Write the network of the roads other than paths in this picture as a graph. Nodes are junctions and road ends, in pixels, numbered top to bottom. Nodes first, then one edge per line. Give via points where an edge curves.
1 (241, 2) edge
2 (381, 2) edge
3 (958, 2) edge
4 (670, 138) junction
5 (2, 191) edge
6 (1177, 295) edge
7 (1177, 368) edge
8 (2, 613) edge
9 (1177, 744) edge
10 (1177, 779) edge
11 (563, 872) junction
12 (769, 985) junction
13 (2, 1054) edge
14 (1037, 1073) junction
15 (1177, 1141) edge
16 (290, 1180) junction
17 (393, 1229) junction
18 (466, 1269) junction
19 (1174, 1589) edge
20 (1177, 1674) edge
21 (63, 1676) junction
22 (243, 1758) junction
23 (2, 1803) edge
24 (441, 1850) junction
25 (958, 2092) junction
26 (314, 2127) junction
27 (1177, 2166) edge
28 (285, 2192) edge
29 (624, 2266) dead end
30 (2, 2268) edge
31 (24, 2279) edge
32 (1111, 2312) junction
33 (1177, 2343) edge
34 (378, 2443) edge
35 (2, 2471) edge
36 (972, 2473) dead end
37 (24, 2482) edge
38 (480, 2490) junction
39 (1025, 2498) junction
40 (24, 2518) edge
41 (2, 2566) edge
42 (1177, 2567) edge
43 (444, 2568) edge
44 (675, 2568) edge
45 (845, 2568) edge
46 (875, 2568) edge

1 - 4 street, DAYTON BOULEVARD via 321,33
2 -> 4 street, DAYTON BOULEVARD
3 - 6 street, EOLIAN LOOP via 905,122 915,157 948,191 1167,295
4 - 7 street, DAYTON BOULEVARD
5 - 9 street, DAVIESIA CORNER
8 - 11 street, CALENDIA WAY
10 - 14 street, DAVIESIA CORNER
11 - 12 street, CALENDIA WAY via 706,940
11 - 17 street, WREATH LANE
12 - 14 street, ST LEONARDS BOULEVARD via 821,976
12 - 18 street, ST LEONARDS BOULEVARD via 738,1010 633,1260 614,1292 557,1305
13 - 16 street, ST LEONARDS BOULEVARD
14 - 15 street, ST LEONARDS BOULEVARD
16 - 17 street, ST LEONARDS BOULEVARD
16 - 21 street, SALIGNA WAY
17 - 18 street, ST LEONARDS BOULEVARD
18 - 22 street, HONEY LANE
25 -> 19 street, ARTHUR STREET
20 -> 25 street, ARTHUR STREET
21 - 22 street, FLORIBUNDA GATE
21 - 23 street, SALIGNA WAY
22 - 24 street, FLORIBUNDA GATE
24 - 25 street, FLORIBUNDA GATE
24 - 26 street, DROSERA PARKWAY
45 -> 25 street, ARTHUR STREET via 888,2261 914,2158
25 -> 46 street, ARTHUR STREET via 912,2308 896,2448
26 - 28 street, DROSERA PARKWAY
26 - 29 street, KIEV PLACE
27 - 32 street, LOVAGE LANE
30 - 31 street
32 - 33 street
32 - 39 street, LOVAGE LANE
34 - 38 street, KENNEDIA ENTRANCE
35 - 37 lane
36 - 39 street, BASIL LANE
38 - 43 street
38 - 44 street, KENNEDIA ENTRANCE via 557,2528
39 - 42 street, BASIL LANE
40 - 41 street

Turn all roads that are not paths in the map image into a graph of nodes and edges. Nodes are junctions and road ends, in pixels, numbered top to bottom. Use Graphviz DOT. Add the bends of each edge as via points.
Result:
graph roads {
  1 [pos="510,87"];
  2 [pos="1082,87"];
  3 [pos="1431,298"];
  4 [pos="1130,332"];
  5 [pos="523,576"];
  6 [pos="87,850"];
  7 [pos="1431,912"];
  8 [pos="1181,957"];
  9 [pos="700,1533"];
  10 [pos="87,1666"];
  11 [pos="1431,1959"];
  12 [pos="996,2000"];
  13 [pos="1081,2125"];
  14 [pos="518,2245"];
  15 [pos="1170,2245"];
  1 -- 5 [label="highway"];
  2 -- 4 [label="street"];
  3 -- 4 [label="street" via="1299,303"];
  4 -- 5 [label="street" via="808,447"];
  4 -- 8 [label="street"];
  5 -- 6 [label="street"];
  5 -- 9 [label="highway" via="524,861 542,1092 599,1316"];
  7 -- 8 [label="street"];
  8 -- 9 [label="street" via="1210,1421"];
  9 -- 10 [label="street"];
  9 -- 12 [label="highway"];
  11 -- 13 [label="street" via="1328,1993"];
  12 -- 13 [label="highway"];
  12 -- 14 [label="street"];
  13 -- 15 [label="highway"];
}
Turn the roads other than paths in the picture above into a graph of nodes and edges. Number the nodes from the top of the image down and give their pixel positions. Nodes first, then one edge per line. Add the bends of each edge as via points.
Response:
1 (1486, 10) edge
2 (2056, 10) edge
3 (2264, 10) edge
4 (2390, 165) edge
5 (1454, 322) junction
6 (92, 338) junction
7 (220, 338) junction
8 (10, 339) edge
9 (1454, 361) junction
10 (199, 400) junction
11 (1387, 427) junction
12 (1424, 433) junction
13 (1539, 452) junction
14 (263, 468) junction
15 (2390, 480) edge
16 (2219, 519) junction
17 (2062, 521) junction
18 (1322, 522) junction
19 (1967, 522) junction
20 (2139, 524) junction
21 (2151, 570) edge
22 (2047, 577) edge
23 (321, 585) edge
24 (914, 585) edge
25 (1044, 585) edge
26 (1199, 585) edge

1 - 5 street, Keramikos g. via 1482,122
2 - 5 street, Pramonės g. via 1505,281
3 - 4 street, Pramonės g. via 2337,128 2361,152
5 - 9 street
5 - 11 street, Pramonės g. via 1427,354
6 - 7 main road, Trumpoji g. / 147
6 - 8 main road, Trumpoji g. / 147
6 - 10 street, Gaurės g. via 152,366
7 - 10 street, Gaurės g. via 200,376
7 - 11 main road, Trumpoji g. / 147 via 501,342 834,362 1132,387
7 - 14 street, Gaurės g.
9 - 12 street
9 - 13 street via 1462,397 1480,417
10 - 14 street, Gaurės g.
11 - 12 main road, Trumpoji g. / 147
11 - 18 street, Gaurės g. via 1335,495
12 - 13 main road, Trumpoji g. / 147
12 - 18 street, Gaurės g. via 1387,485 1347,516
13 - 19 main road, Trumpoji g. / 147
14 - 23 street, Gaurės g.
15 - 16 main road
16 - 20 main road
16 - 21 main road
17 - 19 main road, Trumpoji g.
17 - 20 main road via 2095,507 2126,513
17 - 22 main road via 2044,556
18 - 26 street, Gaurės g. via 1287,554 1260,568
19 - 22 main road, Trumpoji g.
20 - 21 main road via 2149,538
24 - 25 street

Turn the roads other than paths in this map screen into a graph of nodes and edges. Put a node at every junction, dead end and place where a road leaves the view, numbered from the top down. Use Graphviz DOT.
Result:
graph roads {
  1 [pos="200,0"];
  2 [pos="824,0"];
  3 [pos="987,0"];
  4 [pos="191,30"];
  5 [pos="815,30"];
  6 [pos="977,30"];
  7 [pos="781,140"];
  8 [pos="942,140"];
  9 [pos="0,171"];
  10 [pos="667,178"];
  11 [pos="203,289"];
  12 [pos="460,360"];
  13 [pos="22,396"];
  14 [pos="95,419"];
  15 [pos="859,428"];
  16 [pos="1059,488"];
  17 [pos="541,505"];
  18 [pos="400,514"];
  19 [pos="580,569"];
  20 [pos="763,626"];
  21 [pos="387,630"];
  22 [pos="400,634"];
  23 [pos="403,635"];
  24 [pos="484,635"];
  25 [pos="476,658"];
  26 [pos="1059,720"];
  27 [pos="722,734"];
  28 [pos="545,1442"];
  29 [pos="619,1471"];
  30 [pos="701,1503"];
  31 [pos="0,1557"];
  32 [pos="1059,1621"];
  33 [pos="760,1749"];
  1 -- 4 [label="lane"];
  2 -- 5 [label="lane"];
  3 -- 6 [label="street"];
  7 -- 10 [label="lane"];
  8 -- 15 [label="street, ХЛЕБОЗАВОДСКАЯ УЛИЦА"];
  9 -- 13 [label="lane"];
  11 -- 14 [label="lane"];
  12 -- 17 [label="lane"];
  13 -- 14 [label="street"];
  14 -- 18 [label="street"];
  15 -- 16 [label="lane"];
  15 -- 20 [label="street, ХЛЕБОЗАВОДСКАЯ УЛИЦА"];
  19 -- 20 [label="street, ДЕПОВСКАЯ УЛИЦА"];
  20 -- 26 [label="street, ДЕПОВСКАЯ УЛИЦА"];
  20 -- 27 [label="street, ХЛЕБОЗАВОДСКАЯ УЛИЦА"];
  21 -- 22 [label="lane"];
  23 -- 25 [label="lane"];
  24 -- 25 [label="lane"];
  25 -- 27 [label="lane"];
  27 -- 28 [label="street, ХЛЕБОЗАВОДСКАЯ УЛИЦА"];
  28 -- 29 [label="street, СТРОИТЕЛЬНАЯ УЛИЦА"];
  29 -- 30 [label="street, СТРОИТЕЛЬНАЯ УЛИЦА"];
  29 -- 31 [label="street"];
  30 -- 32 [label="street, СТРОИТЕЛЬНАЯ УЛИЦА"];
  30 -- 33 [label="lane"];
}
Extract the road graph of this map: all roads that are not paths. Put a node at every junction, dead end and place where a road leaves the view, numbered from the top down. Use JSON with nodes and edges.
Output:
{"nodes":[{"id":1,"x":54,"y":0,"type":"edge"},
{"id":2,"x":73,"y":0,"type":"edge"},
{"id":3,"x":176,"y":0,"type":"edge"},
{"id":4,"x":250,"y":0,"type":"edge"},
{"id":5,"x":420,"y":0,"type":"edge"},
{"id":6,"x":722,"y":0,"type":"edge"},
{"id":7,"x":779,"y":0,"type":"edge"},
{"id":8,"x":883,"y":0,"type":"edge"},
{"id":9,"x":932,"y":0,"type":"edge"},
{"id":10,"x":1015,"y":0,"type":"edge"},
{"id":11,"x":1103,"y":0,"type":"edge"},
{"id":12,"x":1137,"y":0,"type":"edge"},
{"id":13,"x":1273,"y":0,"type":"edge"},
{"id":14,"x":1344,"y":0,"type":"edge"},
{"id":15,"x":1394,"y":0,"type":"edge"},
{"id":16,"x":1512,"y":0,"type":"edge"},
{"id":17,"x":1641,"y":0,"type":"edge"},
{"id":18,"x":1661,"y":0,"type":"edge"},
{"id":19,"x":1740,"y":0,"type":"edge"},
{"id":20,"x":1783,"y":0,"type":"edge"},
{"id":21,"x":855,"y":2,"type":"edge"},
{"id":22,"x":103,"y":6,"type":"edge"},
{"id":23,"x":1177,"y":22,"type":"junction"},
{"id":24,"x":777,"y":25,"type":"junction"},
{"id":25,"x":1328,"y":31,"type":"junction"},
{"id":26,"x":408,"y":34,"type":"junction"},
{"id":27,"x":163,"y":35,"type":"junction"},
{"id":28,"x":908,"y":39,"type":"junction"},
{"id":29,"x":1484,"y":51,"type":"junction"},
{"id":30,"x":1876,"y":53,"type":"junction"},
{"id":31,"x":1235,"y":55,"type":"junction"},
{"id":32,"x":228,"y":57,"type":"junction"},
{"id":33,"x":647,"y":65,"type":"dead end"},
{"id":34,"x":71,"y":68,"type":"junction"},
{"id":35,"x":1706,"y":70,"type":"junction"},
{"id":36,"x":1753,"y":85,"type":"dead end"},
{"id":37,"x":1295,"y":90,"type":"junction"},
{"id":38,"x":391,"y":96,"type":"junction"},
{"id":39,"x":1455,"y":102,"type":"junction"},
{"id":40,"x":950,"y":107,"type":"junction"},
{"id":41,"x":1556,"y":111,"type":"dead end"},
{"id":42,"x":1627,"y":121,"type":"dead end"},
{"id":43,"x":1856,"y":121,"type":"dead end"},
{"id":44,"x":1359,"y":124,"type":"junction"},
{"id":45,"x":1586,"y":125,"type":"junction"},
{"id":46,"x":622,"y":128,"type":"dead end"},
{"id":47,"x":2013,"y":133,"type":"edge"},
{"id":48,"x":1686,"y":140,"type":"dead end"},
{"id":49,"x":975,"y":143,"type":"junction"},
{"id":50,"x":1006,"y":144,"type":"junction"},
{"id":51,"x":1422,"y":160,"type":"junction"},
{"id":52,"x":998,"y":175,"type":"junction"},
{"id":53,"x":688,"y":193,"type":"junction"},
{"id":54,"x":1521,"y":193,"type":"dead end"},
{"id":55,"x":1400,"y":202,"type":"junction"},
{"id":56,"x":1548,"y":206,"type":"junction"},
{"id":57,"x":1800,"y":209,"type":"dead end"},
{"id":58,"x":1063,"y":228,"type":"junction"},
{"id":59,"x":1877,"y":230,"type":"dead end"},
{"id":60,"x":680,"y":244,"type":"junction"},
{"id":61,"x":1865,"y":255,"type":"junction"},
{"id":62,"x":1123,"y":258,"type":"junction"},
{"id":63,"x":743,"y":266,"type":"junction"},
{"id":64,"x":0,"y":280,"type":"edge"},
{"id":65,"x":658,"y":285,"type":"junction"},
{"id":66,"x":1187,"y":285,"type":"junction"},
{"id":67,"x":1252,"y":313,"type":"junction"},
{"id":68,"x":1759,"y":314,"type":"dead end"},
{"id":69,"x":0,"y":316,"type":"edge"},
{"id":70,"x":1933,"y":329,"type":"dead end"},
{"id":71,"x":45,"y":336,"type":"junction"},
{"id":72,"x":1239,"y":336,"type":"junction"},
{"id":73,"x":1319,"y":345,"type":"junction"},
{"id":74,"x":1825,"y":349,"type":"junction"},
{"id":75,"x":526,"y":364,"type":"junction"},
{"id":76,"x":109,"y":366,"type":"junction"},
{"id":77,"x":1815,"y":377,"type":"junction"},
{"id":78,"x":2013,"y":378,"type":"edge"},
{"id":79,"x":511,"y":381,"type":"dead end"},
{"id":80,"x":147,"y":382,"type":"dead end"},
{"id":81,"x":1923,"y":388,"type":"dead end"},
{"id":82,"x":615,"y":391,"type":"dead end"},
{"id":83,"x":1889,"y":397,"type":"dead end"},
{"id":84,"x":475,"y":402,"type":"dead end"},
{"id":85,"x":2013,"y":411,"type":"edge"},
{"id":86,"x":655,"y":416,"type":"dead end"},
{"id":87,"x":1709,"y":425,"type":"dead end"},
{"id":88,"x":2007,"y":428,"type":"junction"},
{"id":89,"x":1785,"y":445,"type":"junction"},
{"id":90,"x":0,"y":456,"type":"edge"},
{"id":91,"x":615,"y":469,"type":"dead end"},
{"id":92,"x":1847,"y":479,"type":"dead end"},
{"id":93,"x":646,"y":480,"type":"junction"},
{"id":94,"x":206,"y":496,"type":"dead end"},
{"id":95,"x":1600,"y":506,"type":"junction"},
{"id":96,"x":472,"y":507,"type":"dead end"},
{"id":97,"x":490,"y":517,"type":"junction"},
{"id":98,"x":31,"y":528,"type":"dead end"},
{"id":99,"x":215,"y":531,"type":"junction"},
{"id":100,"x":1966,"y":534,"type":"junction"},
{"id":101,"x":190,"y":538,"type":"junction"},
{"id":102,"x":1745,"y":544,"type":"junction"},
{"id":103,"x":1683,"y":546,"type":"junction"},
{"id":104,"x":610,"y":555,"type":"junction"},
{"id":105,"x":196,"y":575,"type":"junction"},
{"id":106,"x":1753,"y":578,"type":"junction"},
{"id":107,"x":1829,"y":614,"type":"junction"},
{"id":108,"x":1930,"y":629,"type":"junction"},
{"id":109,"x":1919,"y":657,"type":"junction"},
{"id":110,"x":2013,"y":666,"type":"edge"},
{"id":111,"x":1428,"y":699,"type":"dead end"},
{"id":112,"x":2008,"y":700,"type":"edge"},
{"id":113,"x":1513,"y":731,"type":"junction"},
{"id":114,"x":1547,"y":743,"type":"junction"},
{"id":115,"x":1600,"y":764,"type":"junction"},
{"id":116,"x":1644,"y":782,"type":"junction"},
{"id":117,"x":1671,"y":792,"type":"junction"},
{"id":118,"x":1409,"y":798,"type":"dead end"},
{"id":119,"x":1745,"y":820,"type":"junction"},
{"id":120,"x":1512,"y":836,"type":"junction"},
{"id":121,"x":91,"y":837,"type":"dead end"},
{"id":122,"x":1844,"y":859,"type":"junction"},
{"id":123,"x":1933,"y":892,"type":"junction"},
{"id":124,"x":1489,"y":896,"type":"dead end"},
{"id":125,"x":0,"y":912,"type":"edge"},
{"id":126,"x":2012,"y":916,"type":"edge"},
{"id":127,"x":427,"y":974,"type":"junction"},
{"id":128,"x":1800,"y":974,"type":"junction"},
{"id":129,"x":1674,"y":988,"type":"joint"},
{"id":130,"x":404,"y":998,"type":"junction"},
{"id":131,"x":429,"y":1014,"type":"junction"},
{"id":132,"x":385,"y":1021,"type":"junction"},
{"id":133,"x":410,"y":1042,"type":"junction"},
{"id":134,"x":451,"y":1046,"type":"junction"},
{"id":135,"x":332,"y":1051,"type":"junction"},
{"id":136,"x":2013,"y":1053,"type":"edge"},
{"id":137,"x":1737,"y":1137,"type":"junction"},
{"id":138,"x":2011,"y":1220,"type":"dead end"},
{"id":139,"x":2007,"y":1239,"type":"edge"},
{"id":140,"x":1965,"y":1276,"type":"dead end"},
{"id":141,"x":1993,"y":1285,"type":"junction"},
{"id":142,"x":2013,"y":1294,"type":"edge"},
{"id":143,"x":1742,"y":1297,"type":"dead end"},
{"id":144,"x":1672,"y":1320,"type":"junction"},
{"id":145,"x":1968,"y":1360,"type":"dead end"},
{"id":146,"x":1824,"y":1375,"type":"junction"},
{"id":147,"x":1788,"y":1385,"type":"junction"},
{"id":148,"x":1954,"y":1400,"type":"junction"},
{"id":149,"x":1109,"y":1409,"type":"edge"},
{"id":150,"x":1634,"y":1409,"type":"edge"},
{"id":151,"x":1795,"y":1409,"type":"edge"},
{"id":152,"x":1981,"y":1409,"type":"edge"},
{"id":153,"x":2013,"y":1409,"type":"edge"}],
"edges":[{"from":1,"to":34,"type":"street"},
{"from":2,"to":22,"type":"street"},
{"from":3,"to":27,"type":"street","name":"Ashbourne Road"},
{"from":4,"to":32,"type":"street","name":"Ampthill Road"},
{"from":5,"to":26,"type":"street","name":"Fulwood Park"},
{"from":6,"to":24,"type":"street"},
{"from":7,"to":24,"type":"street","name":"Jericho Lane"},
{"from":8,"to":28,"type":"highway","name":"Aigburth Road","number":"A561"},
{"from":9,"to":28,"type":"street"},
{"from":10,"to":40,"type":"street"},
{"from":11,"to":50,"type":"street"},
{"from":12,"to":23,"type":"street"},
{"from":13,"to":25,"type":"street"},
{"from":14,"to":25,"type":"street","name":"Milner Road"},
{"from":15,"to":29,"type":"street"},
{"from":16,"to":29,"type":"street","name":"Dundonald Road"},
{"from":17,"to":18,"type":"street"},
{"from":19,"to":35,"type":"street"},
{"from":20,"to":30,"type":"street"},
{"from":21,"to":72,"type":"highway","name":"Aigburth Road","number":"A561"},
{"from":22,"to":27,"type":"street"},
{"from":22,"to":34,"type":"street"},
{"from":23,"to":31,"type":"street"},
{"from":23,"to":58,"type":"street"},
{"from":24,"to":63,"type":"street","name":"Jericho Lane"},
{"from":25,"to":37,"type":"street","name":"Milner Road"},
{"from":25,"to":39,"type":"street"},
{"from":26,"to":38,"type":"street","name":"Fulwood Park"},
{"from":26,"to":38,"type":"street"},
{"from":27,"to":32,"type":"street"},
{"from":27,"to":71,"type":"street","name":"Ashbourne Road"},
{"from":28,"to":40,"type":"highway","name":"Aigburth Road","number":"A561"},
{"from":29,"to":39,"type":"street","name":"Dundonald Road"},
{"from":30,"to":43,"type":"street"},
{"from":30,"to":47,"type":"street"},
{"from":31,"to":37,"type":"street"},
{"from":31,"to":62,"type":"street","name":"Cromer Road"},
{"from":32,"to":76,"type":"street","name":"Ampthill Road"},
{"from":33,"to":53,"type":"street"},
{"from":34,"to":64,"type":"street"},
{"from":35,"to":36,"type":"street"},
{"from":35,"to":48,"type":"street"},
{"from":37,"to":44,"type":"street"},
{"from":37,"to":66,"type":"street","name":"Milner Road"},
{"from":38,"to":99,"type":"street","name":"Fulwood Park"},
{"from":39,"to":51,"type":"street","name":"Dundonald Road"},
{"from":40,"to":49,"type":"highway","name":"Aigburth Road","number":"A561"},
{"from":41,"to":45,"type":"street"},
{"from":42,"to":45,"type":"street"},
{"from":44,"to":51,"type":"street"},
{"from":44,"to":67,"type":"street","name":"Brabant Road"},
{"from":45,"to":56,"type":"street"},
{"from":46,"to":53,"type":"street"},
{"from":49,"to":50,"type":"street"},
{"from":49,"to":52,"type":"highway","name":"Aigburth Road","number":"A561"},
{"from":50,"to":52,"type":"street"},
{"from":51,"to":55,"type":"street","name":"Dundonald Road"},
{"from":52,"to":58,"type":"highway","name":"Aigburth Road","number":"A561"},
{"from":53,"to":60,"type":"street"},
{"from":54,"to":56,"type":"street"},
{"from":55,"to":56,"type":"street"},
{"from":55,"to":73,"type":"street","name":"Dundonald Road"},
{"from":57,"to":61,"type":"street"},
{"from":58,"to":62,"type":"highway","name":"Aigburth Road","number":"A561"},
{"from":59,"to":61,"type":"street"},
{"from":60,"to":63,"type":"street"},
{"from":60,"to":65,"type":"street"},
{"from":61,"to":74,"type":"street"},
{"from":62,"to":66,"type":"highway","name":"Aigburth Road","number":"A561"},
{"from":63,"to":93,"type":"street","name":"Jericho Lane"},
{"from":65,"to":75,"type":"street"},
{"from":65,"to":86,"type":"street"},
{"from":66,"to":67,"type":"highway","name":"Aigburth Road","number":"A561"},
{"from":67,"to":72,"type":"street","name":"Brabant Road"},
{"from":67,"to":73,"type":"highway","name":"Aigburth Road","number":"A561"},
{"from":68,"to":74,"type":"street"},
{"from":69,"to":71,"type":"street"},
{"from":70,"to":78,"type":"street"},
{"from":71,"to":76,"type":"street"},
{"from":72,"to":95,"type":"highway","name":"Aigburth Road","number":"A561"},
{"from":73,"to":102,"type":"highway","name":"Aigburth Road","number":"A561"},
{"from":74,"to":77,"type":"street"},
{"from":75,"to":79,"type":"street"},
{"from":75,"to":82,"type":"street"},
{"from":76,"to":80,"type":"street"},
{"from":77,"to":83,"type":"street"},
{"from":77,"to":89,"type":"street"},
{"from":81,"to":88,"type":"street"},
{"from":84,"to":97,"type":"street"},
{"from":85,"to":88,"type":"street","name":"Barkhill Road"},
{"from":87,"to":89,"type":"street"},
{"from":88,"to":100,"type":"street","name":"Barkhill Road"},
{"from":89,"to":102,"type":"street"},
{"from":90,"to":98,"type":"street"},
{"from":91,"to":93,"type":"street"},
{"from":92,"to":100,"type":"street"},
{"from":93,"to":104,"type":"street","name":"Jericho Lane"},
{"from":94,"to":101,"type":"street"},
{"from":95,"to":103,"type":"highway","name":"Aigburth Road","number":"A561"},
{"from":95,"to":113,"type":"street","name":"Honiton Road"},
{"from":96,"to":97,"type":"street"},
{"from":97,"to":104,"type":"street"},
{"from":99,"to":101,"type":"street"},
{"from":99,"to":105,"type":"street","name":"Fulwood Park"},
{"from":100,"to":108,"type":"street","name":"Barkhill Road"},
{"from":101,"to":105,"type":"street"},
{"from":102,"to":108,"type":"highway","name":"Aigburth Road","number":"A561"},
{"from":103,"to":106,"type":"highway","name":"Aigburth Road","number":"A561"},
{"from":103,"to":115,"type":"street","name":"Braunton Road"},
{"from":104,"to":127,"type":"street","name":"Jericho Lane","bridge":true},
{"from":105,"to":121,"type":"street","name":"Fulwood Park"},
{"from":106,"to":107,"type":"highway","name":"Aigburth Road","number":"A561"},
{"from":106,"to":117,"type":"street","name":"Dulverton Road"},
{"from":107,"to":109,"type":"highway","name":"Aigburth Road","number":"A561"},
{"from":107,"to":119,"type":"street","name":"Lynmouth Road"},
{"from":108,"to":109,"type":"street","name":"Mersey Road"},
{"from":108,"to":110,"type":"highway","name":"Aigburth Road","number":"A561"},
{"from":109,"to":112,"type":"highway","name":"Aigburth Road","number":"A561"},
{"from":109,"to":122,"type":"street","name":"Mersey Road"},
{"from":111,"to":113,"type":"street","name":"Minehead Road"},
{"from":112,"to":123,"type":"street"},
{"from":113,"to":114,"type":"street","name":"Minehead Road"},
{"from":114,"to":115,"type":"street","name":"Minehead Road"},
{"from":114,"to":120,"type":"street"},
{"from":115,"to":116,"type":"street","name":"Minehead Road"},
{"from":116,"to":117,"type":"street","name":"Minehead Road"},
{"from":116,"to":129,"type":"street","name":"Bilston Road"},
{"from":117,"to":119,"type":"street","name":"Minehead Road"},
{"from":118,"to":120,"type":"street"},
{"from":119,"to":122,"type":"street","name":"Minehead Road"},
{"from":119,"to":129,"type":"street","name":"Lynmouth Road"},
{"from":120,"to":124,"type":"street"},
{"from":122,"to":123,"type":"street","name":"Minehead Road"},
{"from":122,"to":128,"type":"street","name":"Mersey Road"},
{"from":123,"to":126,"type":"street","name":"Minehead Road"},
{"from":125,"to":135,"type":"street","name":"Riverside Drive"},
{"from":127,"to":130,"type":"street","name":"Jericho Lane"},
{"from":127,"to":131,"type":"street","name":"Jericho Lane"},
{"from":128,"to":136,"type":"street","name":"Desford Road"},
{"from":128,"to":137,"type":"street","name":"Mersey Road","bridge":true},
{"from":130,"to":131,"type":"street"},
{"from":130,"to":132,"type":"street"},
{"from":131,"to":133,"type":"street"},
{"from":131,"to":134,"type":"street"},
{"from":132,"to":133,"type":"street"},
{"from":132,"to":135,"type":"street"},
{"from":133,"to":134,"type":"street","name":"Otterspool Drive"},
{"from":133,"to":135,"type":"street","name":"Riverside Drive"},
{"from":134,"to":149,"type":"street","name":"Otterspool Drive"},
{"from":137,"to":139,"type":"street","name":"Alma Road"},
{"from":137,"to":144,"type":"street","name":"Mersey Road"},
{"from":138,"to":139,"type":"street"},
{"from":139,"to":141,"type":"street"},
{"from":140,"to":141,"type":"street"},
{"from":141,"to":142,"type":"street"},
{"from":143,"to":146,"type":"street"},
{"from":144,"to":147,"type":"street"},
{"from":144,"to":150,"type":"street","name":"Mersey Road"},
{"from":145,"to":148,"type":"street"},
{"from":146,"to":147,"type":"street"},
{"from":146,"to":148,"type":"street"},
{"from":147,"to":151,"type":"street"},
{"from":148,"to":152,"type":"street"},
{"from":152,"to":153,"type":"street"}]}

● INSTRUCTIONS TO FOLLOW: Your reply should consist of one number: how many lines in the entries contain the string "first".

● ANSWER FOR THE TASK: 2